My advice to the OP remains but i also think that the parents have a responsibility in this. Not only one of instruction on raising the boy but allowing this young man to be exactly that... a man. Saying "We dont exactly agree with the relationship" is one thing but to make this boy choose based on guilt trips and other such behavior is irresponsible.
If i disagree with someone's decision on something I respectfully voice my opinion and go into great depth as to why. When its another Christian then i painstakingly search scripture or pray and try to expound on my thoughts to the best of my limited ability.
It appears that they see her as a sexual transgressor. Is that what Christ sees? Or does He instead see someone saved by grace? I am obviously not going to comment on the fact that they are seemingly making a rape victim an active participant and a liar. That's beyond terrible.
To the OP: If you are going to make it "official" then why not keep it between the two of you? If the parents present that much of an obstacle then perhaps wait to inform them. Go about your normal life with work, social life, church and the lady. I see no need to inform them if they are going to be obstinate for the time.

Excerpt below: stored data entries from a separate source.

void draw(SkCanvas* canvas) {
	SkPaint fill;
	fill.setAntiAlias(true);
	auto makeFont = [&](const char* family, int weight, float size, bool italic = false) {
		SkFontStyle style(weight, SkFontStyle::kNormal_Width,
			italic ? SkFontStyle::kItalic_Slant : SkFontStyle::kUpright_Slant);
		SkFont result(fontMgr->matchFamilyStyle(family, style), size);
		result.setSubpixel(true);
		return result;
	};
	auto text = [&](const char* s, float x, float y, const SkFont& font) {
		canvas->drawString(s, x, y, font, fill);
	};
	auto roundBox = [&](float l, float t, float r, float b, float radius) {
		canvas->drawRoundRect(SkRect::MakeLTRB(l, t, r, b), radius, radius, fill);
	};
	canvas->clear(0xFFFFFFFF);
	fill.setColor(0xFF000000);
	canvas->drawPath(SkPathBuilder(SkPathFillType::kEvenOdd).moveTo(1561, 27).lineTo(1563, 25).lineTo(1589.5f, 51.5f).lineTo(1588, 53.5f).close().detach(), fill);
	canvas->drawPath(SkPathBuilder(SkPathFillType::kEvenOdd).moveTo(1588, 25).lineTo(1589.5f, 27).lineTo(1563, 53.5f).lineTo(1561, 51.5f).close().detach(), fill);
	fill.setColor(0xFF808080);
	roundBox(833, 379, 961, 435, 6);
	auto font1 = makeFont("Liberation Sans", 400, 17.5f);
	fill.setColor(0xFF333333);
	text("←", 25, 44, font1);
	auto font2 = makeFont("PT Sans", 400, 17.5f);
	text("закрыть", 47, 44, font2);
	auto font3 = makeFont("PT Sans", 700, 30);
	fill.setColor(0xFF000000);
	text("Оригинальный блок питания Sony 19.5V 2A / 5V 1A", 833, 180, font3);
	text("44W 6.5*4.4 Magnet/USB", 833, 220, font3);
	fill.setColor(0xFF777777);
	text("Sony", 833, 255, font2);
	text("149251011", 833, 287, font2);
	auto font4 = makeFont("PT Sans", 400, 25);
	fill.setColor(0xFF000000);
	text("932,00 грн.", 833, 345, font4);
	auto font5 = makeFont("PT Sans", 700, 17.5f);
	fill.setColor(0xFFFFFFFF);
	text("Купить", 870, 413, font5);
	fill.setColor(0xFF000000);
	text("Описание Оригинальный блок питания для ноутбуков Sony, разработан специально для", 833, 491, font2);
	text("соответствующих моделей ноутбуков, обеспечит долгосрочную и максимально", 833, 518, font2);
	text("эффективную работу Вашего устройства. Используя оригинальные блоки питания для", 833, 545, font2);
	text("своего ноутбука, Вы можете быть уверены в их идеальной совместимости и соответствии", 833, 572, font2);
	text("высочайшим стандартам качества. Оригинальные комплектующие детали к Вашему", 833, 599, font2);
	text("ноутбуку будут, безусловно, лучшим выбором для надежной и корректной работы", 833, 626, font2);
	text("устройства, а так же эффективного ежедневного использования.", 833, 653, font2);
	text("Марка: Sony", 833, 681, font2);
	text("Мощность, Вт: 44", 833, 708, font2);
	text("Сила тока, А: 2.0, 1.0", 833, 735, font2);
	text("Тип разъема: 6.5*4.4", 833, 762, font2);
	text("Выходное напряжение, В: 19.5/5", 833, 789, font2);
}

What i struggle with is that you appear to have a Godly woman and I see no reason to object to this. The supposed "problems" of implied sexual immorality and race are no real problems. If someone was to object to the relationship i would want to see that done biblically. Otherwise i don't see you as being restricted by the 5th commandment.
The best thing to say is (if one was to object) "It is your decision. You are my son whom i love. I want to see you happy. Though i don't agree I will pray about this and wish you the best." I would be happy my boy found a good Christian woman to be with. They are a rare commodity these days (at least around my parts).
Again living under their roof doesn't mean to be yoked by their unfounded objections. I pray that your relationship be strengthened and blessed with this lady and you may not be bogged down with people making it hard on you. Persevere through prayer brother!